» **WHAT IS EXPECTED**
Show me every line in the listing that has the word "screen".

» **DATA FOR ANALYSIS**
┌────────

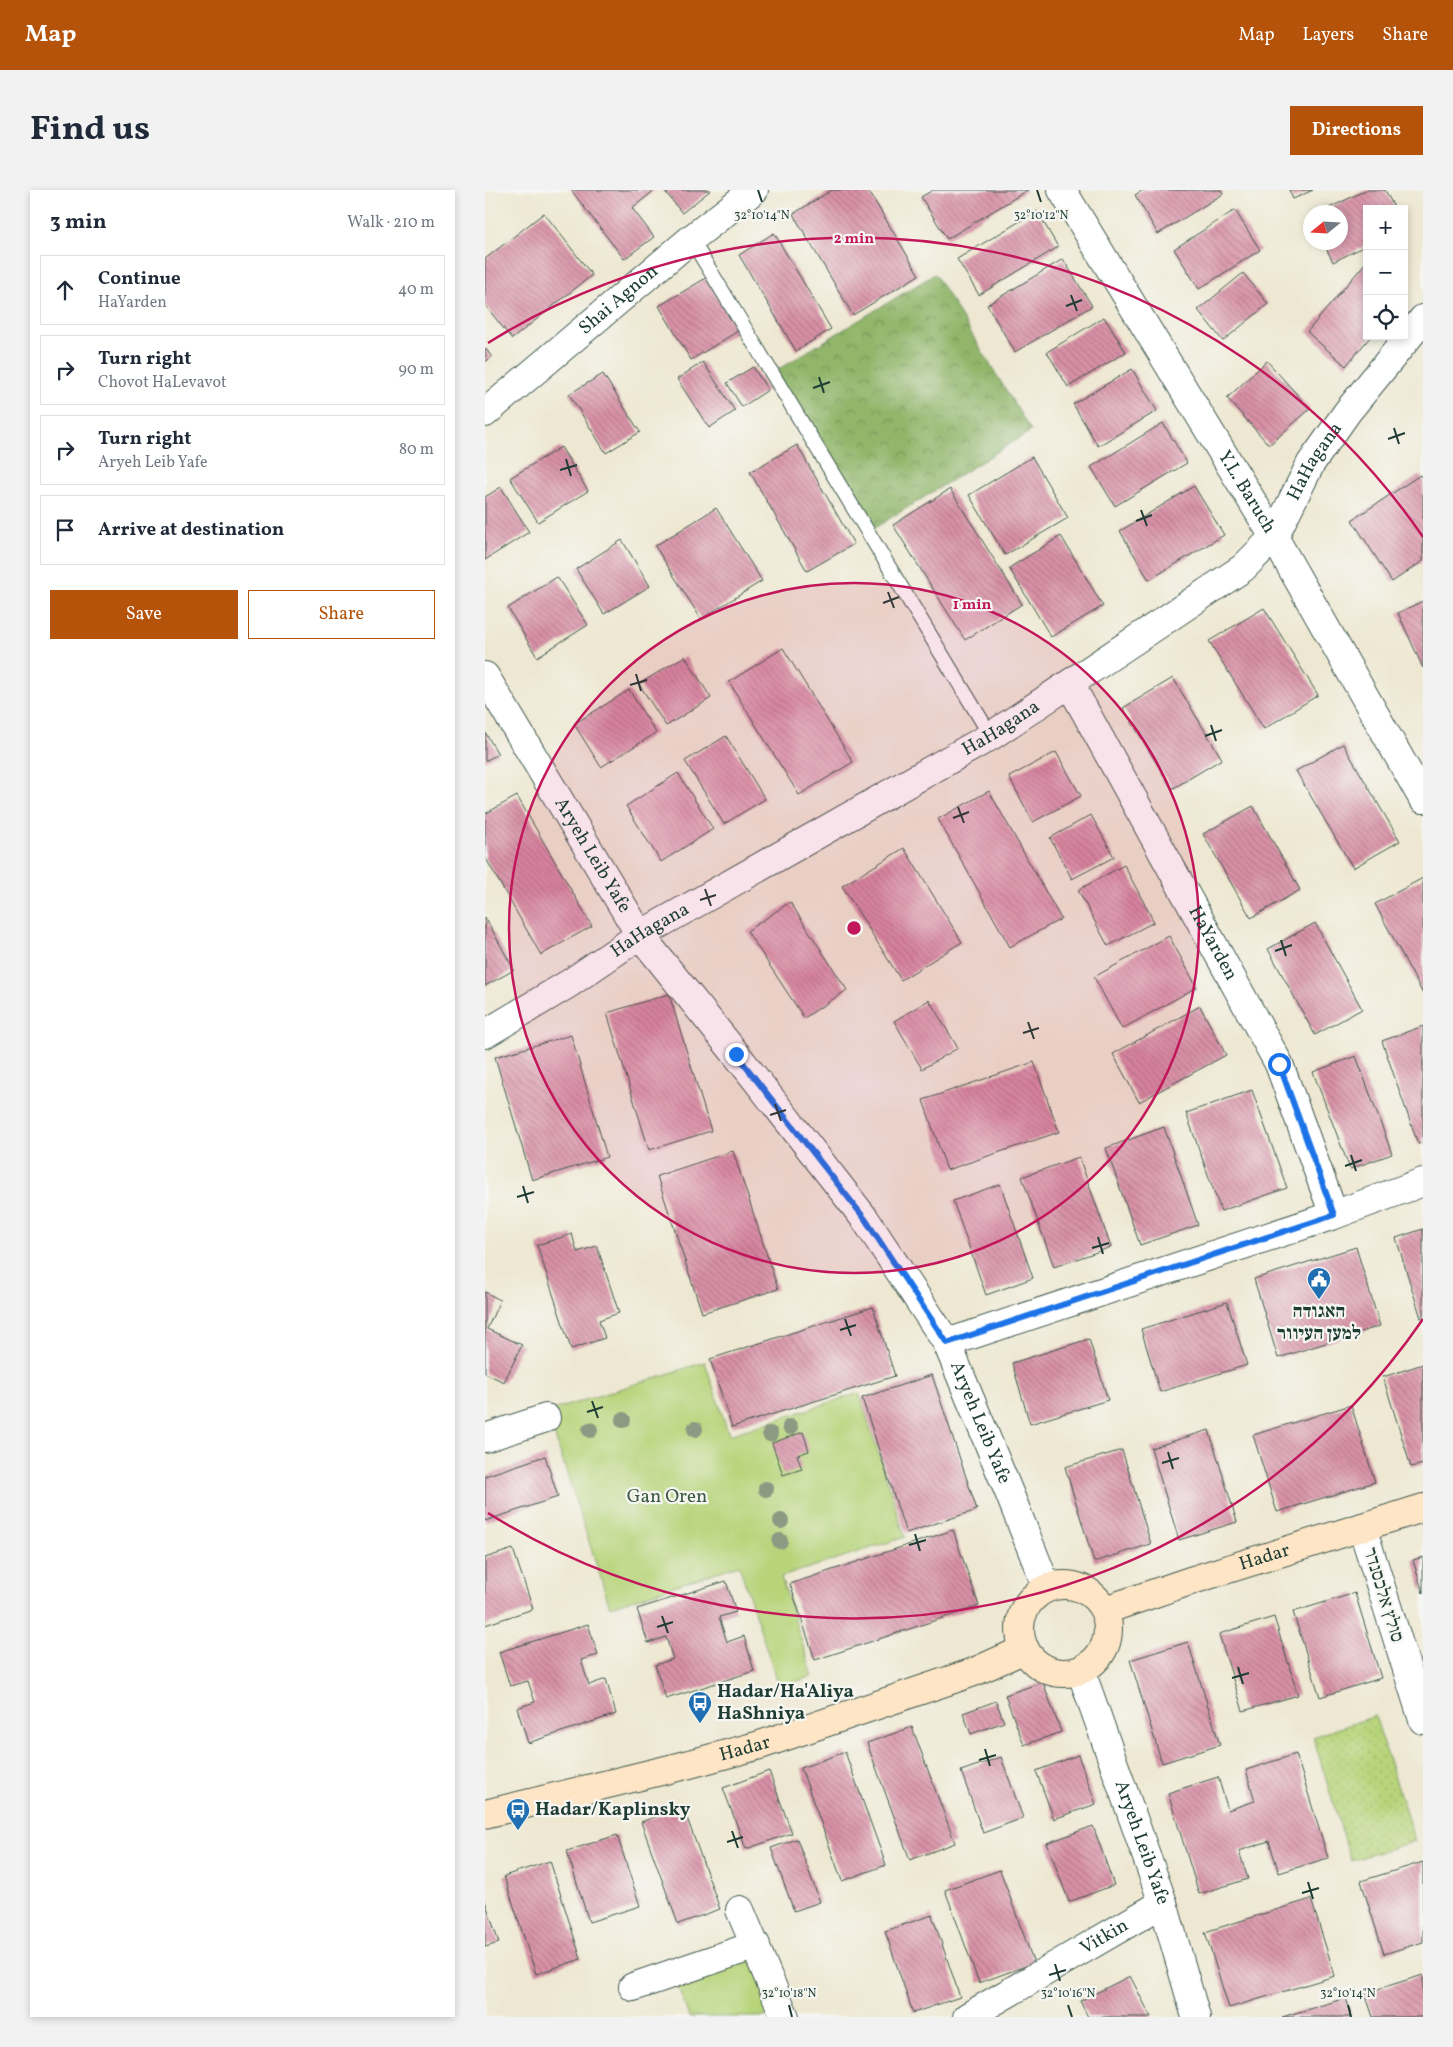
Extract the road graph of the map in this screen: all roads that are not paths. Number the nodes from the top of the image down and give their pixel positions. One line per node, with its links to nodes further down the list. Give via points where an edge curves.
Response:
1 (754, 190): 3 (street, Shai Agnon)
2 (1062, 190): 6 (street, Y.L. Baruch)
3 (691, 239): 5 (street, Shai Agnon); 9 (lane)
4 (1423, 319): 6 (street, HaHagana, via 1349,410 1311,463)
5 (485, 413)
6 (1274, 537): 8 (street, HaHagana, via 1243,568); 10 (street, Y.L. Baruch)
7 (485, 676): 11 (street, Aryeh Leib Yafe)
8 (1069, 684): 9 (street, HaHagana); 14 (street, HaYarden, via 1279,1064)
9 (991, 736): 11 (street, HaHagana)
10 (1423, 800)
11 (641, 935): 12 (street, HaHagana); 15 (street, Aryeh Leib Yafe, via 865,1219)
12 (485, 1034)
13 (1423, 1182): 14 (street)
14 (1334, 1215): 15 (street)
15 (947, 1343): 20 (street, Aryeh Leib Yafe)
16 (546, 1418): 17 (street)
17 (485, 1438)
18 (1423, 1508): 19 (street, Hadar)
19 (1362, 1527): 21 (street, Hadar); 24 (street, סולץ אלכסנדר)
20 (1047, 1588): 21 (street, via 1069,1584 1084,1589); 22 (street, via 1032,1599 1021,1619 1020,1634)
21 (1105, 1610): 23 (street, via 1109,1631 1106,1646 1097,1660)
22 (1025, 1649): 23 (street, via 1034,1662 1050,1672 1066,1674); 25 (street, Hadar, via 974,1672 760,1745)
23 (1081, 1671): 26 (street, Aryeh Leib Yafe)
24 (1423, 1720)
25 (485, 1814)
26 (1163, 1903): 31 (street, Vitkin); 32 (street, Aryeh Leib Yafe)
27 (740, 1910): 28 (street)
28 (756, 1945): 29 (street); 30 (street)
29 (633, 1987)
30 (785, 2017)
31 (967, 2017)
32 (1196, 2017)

└────────
┌────────

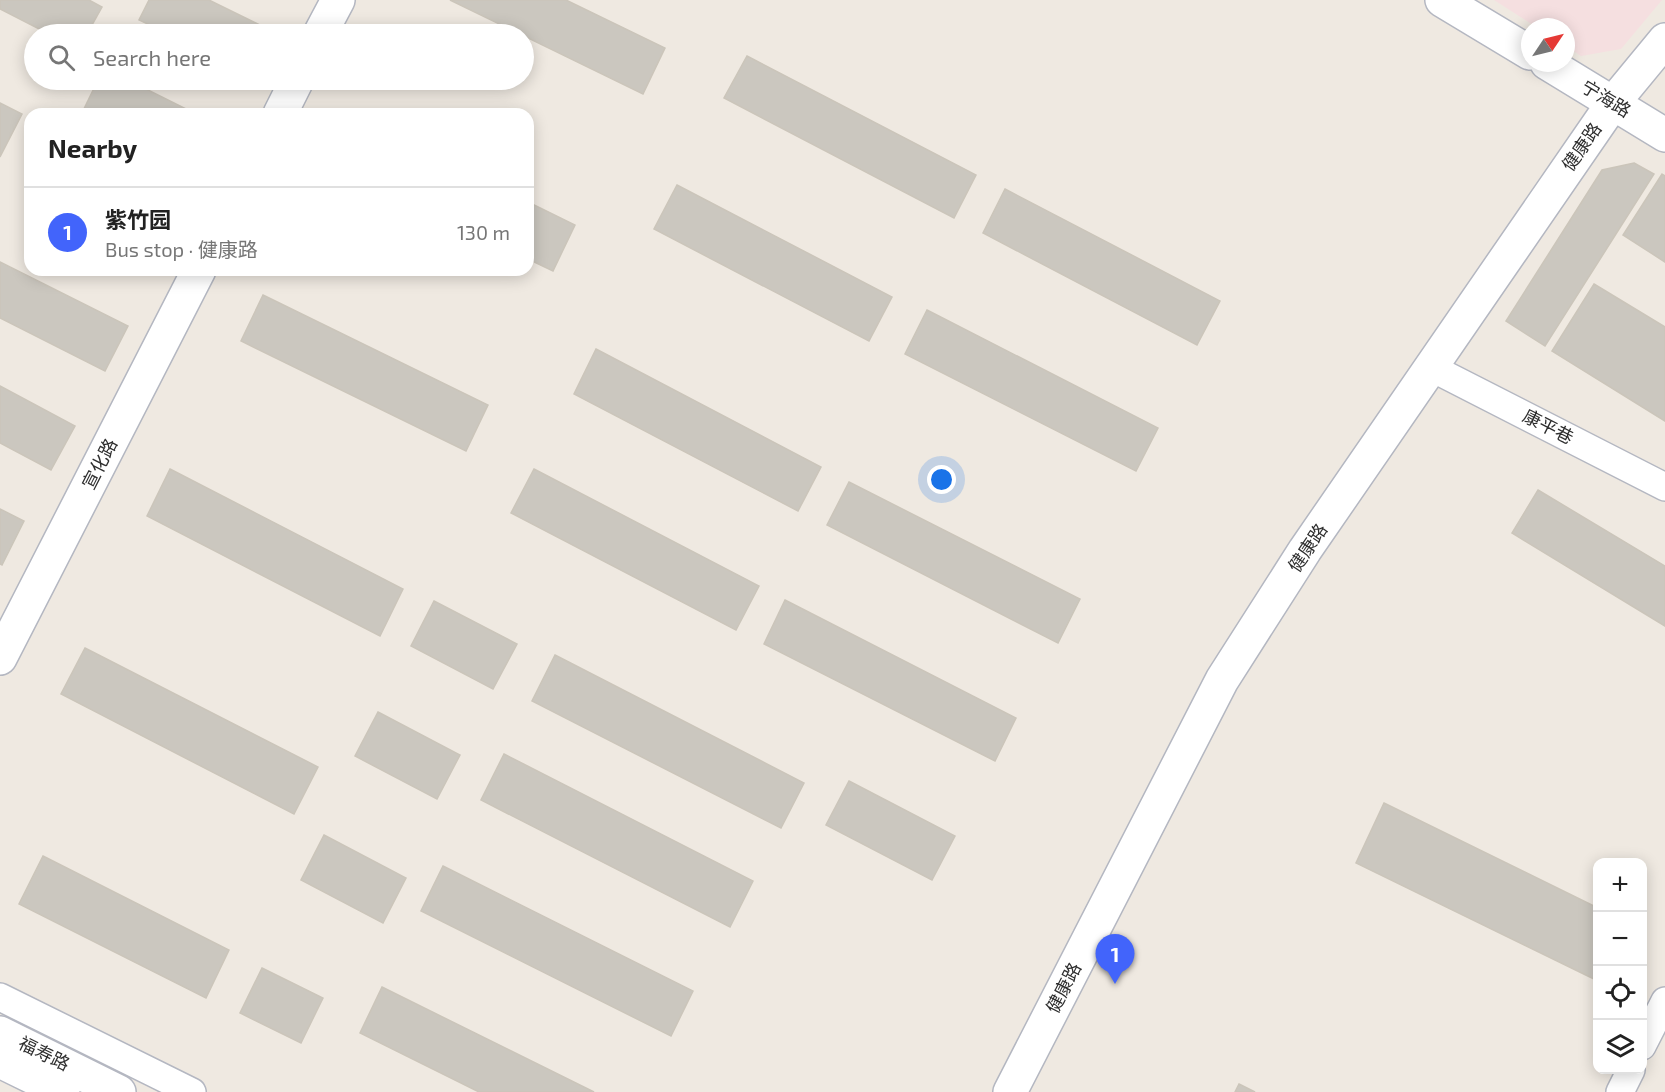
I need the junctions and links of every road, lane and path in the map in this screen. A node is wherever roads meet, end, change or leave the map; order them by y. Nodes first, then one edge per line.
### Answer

└────────

» **REPLY TO THE EXERCISE**
Extract the road graph of the map in this screen: all roads that are not paths. Number the nodes from the top of the image down and give their pixel positions. One line per node, with its links to nodes further down the list. Give via points where an edge curves.
I need the junctions and links of every road, lane and path in the map in this screen. A node is wherever roads meet, end, change or leave the map; order them by y. Nodes first, then one edge per line.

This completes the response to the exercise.